= Social savings =

Social savings is a growth in accounting techniques in order to evaluate the historical implications of new technology on economic growth. Developed in 1950 by American economic historian and scientist Robert Fogel, explains the methodology works to estimate the cost-savings of the new technology compared with the next best alternative. The first oral presentation was at the 1960 Purdue Cliometrics meeting, and the first published version was in the Journal of economic history in 1962.

A recent survey can be found in "economic and history: surveys in Cliometrics", edited by David Greasley and Les Oxley and published by Wiley-Blackwell in 2011. The relevant chapter is entitled "social savings" and is by Tim Leunig, London School of Economics.

==Calculation==
The amount of social savings (SS) may be calculated as
SS = (P_{T0} − P_{T1})T_{1}
where P_{T0} is the price per unit of the alternative technology, P_{T1} is the price of the technology being evaluated. T_{1} is the quantity processed by the technology being evaluated. This saving in resource costs may be taken to be equal to the gain in real national income. Two noted social savings applications include social savings analysis on the contribution of the railway to the 19th century economic growth and the impact of information technology to the 20th century economic growth.

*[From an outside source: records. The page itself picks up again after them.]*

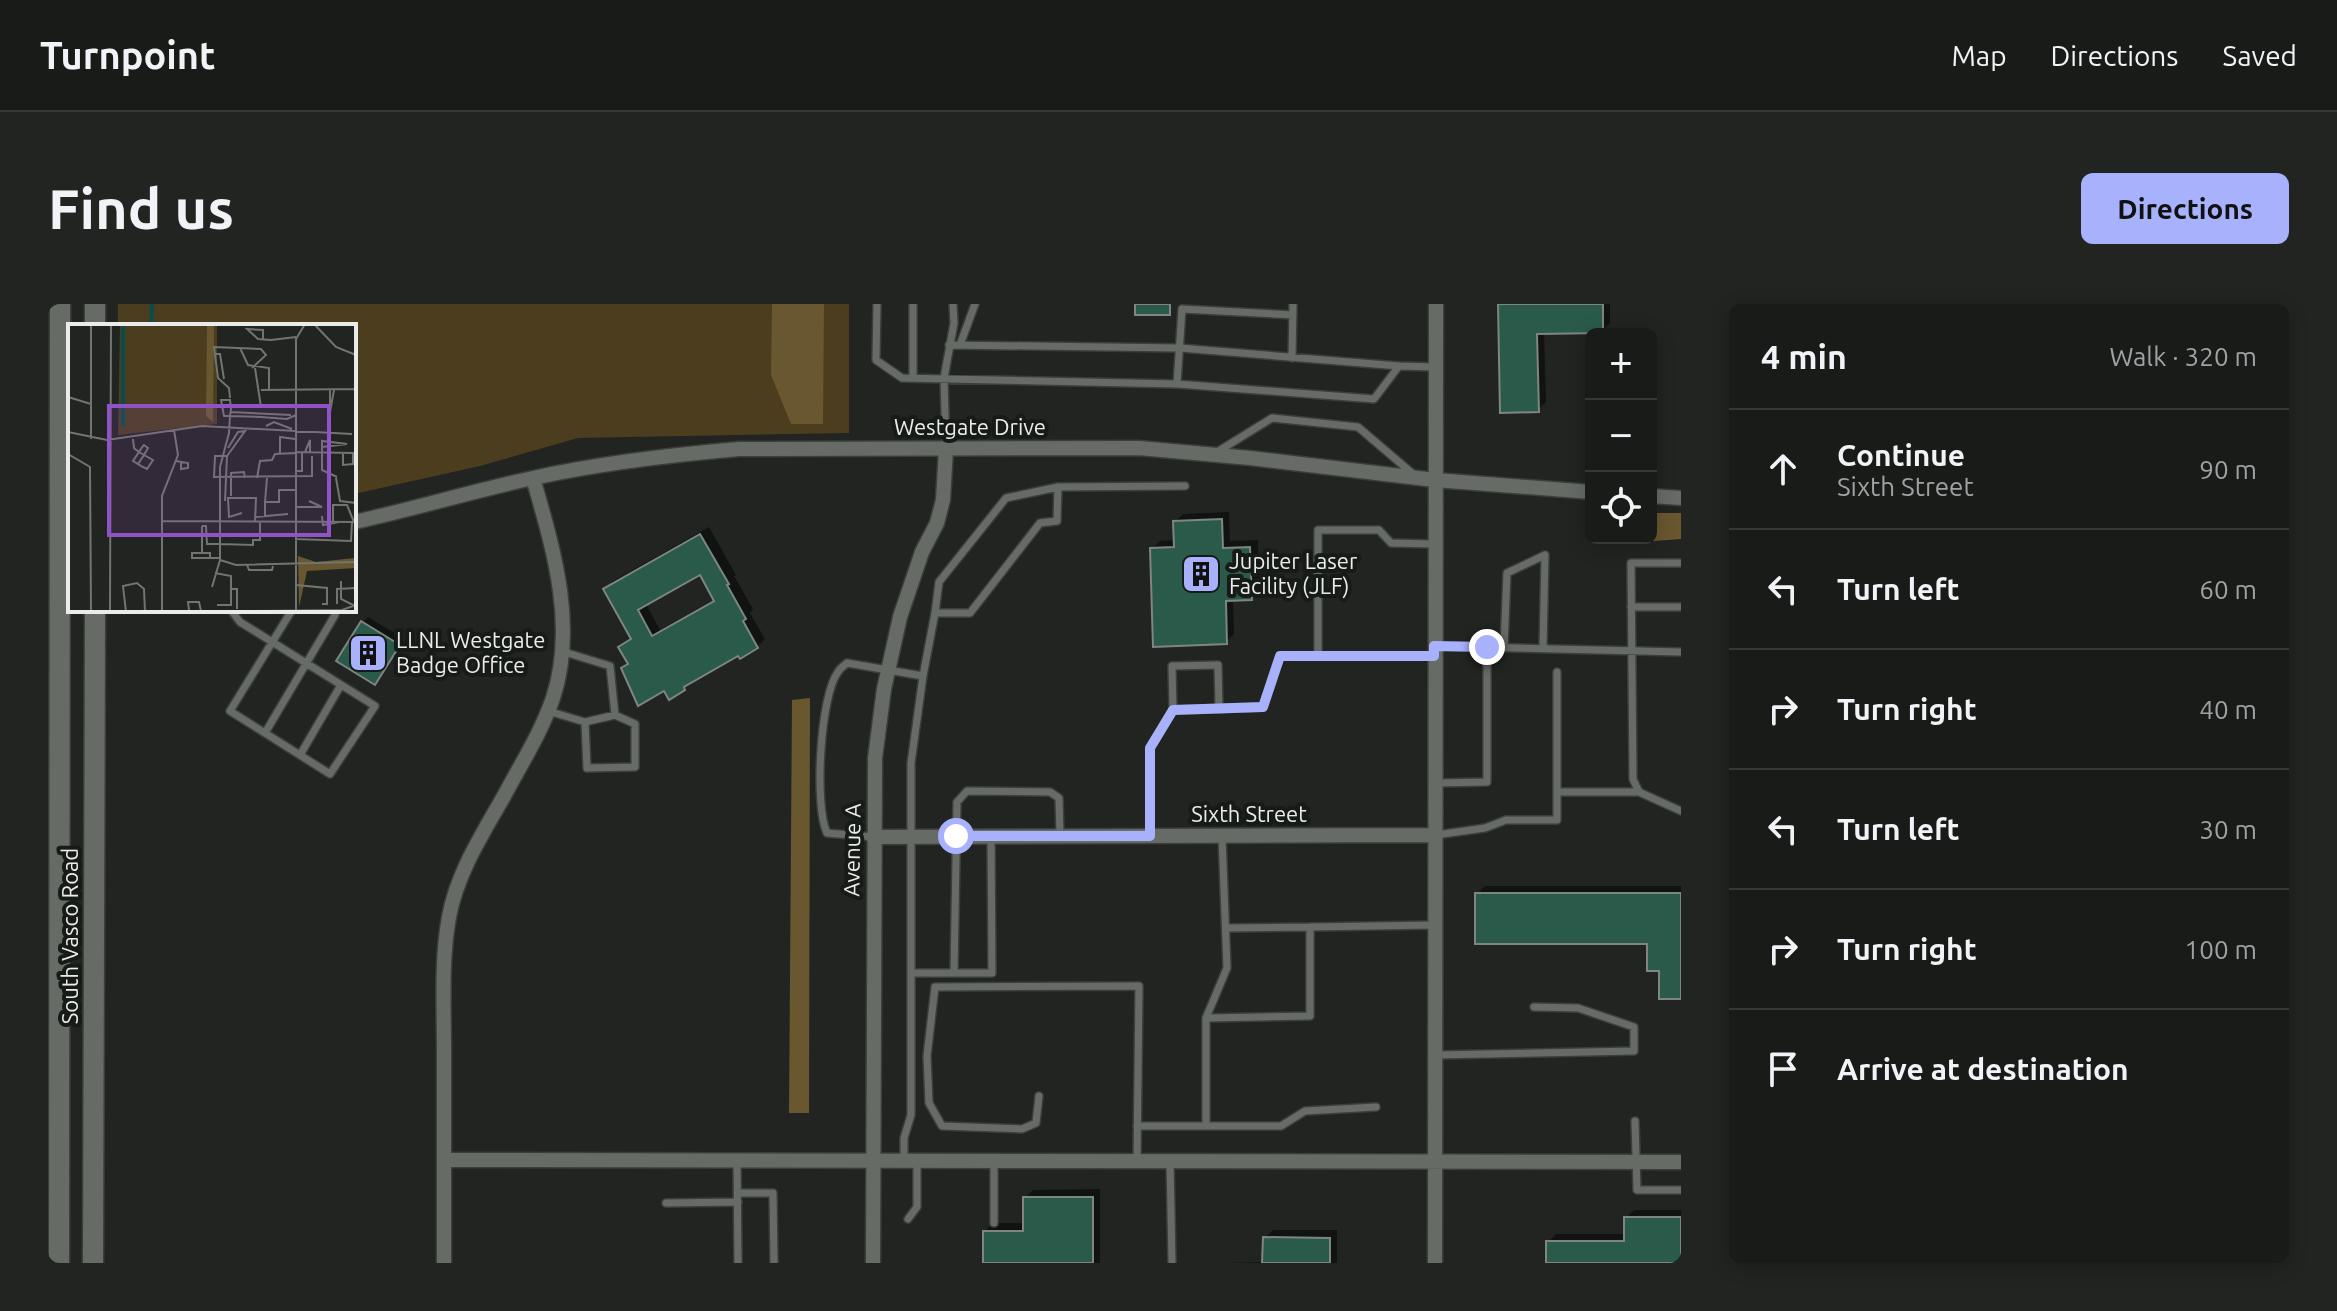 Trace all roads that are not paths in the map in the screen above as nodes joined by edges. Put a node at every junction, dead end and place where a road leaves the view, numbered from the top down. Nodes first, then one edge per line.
1 (60, 304) edge
2 (877, 304) edge
3 (913, 304) edge
4 (953, 304) edge
5 (975, 304) edge
6 (1293, 304) edge
7 (1436, 304) edge
8 (1182, 307) edge
9 (1293, 315) junction
10 (949, 345) junction
11 (960, 345) junction
12 (1180, 348) junction
13 (1292, 358) junction
14 (1399, 366) junction
15 (1435, 367) junction
16 (913, 378) junction
17 (944, 378) junction
18 (1177, 384) junction
19 (946, 449) junction
20 (1213, 455) junction
21 (1414, 476) junction
22 (533, 478) junction
23 (1435, 480) junction
24 (1185, 486) dead end
25 (1058, 487) junction
26 (1585, 492) edge
27 (1657, 496) edge
28 (1681, 498) edge
29 (356, 522) edge
30 (1434, 544) junction
31 (52, 546) edge
32 (1681, 563) edge
33 (1631, 607) junction
34 (1681, 607) edge
35 (95, 612) edge
36 (232, 612) edge
37 (291, 612) edge
38 (334, 612) edge
39 (935, 613) junction
40 (272, 642) junction
41 (1487, 647) junction
42 (1504, 647) junction
43 (1543, 648) junction
44 (561, 651) junction
45 (1434, 651) junction
46 (1632, 652) junction
47 (1681, 652) edge
48 (1318, 656) junction
49 (307, 664) junction
50 (888, 671) junction
51 (1557, 672) dead end
52 (923, 676) junction
53 (341, 685) junction
54 (1219, 709) junction
55 (1173, 710) junction
56 (548, 711) junction
57 (615, 715) junction
58 (585, 722) junction
59 (265, 733) junction
60 (300, 755) junction
61 (1434, 783) junction
62 (1557, 792) junction
63 (1639, 792) junction
64 (1681, 811) edge
65 (1433, 835) junction
66 (911, 836) junction
67 (956, 836) junction
68 (991, 836) junction
69 (1060, 836) junction
70 (1150, 836) junction
71 (1222, 836) junction
72 (873, 837) junction
73 (1434, 925) junction
74 (1310, 927) junction
75 (1226, 928) junction
76 (911, 973) junction
77 (954, 973) junction
78 (1534, 1007) dead end
79 (1206, 1018) junction
80 (1434, 1055) junction
81 (1039, 1096) dead end
82 (1376, 1107) dead end
83 (1635, 1121) dead end
84 (1137, 1126) junction
85 (1206, 1126) junction
86 (444, 1160) junction
87 (737, 1161) junction
88 (872, 1161) junction
89 (911, 1161) junction
90 (994, 1161) junction
91 (1137, 1161) junction
92 (1170, 1161) junction
93 (1435, 1161) junction
94 (1635, 1162) junction
95 (1681, 1162) edge
96 (1681, 1190) edge
97 (738, 1198) junction
98 (666, 1203) dead end
99 (908, 1219) dead end
100 (994, 1223) dead end
101 (59, 1263) edge
102 (93, 1263) edge
103 (444, 1263) edge
104 (738, 1263) edge
105 (774, 1263) edge
106 (873, 1263) edge
107 (1172, 1263) edge
108 (1435, 1263) edge

1 - 31 main road, South Vasco Road
2 - 16 lane
3 - 16 lane
4 - 10 lane
5 - 11 lane
6 - 9 lane
7 - 15 street
8 - 9 lane
8 - 12 lane
9 - 13 lane
10 - 11 lane
10 - 17 lane
11 - 12 lane
12 - 13 lane
12 - 18 lane
13 - 14 lane
14 - 15 lane
14 - 18 lane
15 - 23 street
16 - 17 lane
17 - 18 lane
17 - 19 lane
19 - 20 street, Westgate Drive
19 - 22 street, Westgate Drive
19 - 50 street, Avenue A
20 - 21 street, Westgate Drive
20 - 21 lane
21 - 23 street, Westgate Drive
22 - 29 street, Westgate Drive
22 - 44 street
23 - 26 street, Westgate Drive
23 - 30 street
24 - 25 lane
25 - 39 lane
25 - 39 lane
27 - 28 street
30 - 45 street
30 - 48 lane
31 - 101 main road, South Vasco Road
32 - 33 lane
33 - 34 lane
33 - 46 lane
35 - 102 main road, South Vasco Road
36 - 40 lane
37 - 40 lane
38 - 49 lane
39 - 52 lane
40 - 49 lane
40 - 59 lane
41 - 42 lane
41 - 45 lane
41 - 61 lane
42 - 43 lane
42 - 43 lane
43 - 46 lane
44 - 56 street
44 - 57 lane
45 - 48 lane
45 - 61 street
46 - 47 lane
46 - 63 lane
48 - 54 lane
49 - 53 lane
49 - 59 lane
50 - 52 lane
50 - 72 street, Avenue A
50 - 72 lane
51 - 62 lane
52 - 66 lane
53 - 60 lane
53 - 60 lane
54 - 55 lane
54 - 55 lane
55 - 70 lane
56 - 58 lane
56 - 86 street
57 - 58 lane
57 - 58 lane
59 - 60 lane
61 - 65 street
62 - 63 lane
62 - 65 lane
63 - 64 lane
65 - 71 street, Sixth Street
65 - 73 street
66 - 67 street, Sixth Street
66 - 72 street, Sixth Street
66 - 76 lane
67 - 68 street, Sixth Street
67 - 69 lane
67 - 77 lane
68 - 69 street, Sixth Street
68 - 77 lane
69 - 70 street, Sixth Street
70 - 71 street, Sixth Street
71 - 75 lane
72 - 88 street, Avenue A
73 - 74 lane
73 - 80 street
74 - 75 lane
74 - 79 lane
75 - 79 lane
76 - 77 lane
76 - 89 lane
78 - 80 lane
79 - 85 lane
80 - 93 street
81 - 84 lane
82 - 85 lane
83 - 94 lane
84 - 85 lane
84 - 91 lane
86 - 87 street
86 - 103 street
87 - 88 street
87 - 97 lane
88 - 89 street
88 - 106 street, Avenue A
89 - 90 street
89 - 99 lane
90 - 91 street
90 - 100 lane
91 - 92 street
92 - 93 street
92 - 107 lane
93 - 94 street
93 - 108 street
94 - 95 street
94 - 96 lane
97 - 98 lane
97 - 104 lane
97 - 105 lane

== Railroads and American economic growth ==
Social savings was introduced and applied to the railroads in a seminal book by economic historian and scientist Robert Fogel. The social savings analysis involved using quantitative methods to imagine what the U.S. economy would have been like in 1890 if there were no railroads. In the absence of railroads, freight transportation by rivers and canals would have been only moderately more expensive along most common routes. Fogel concluded that the difference in cost (or "social savings") attributable to railroads was negligible - about 2.7% of GNP. This counterfactual history view was vastly different from views proffered by railroad historians and made a controversial name for cliometrics.